While I’m not very into stretching out my body, I am pretty good at making food cover more ground than it first appears capable of. In Switzerland I find this has become quite a valuable talent seeing as food and household maintenance items is where the boyfriend and I budget a whopping 800 CHF per month. We don’t always spend it all, but if you throw in a dinner gathering or two, it’s quite easy to end up with only a few Rappen rolling around in the box come pay day.

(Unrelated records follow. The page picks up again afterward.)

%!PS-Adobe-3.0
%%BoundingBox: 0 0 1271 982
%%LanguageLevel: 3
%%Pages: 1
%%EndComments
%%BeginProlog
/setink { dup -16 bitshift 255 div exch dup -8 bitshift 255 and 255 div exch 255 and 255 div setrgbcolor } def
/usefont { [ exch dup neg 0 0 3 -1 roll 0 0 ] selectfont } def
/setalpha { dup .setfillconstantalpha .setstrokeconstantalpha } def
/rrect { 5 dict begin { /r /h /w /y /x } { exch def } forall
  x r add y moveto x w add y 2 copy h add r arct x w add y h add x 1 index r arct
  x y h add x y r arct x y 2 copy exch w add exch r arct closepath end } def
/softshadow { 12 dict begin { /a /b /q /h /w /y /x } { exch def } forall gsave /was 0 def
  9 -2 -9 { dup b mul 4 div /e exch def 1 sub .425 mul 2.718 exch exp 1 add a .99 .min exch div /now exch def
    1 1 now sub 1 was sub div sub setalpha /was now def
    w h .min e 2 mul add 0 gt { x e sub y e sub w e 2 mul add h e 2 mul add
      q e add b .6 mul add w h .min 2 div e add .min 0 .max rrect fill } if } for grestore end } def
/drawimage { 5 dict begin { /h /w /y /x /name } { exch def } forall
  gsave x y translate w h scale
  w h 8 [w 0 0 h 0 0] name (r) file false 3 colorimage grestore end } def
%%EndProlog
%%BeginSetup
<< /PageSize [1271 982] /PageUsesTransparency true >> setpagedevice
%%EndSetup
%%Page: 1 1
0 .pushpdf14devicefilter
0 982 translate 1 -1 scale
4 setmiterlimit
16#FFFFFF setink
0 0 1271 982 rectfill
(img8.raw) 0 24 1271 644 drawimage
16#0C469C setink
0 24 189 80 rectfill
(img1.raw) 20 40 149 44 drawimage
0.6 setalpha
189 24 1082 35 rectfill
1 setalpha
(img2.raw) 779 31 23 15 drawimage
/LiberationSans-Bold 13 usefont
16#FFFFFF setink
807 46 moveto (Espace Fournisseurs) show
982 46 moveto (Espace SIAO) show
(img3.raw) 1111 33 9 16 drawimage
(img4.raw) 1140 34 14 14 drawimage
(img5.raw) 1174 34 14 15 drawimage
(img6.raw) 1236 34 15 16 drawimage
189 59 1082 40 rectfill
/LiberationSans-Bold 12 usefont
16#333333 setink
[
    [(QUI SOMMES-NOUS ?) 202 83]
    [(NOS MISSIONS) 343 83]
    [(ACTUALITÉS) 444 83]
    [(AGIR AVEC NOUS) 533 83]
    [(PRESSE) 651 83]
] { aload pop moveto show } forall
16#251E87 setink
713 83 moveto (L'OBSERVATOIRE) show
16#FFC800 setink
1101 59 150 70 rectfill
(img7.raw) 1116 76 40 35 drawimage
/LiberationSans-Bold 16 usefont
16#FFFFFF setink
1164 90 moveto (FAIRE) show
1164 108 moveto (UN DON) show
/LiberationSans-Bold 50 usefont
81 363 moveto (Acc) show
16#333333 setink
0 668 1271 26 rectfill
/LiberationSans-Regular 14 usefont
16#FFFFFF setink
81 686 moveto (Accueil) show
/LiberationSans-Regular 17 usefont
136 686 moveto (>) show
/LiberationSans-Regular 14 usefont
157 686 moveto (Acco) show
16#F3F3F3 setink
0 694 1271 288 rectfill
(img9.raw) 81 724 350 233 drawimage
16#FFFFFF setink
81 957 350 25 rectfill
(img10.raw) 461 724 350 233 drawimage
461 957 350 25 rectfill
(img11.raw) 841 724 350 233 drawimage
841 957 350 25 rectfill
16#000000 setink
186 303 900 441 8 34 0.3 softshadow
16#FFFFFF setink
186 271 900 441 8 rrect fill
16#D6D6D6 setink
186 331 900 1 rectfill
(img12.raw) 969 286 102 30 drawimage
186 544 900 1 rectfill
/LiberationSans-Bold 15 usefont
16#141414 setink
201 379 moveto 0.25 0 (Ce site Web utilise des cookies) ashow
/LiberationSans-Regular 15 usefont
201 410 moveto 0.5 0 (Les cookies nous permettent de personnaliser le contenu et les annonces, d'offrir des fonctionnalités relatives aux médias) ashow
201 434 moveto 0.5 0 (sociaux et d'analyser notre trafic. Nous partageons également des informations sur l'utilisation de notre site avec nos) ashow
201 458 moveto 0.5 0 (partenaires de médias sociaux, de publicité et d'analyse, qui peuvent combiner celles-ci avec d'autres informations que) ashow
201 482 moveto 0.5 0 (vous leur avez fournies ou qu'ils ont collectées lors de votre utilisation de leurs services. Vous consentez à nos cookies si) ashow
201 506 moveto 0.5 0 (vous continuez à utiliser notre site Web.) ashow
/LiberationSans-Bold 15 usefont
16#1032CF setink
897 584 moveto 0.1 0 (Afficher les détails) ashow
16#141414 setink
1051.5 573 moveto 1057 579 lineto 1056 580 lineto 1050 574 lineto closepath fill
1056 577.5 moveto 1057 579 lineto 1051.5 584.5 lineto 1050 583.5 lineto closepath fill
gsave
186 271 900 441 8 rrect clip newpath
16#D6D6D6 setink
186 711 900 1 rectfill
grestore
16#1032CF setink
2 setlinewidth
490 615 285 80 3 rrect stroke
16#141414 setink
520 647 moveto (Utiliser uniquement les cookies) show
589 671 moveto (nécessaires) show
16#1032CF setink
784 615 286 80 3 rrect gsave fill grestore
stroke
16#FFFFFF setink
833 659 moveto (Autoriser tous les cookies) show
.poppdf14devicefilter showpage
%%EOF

So, rather than living off tins of beans and plain pasta, I like to be innovative about my food buying. I’m sure some of this is more common sense than innovative frugality, but I thought I’d share my methods anyway, for anyone who does meet the end of the month wondering how they spent so much money with so few meals to show for it. What I consider the most important thing about maintaining a waste not want not attitude is that less food ends up in the bin this way. I hate wasting food, hateit.

The Snow White Dilemma

There’s always more food than you think right in front of you.

1. Stock ice cubes.

This one is stolen from Sarah Wilson, who is incidentally also the lady who convinced me to stop guzzling sugar. What she does is she puts her left over stock (like from when you make risotto) and puts it into ice cube trays. The next time you want to sautee a few pieces of couregette just grab one of these ice cubes instead of oil and you’ll be doing your calorie intake a favour as well as using something you might have washed down the drain. Plus, using no oil makes washing the pan up later much easier.

2. Freeze herbs, onions and garlic

I find that being asked to pay 2 CHF for a wee little box of rosemary is as wrath-inducing as being told “we don’t have tap water in this establishment” at a restaurant. Oh wait, that does happen here, how could I forget?
Anyway, When I buy a little container of coriander I use what I need and then chop the rest up and freeze it. I actually do the same with most herbs and even with garlic and onions if I suspect they might grow green tentacles before I can use them all. I would only recommend using the frozen herbs in meals you’re going to cook though, not in guacamole, for example.

3. Celery salt

Here in Switzerland when you buy some celery you buy a forest. I used to find it quite cheeky that you buy the celery by the kilo and that you’re charged for the weight of the leaves. Now I just make celery salt and skip over the anger. Thanks to 101 cookbooks. It tastes great on meats, in soups and on fried eggs!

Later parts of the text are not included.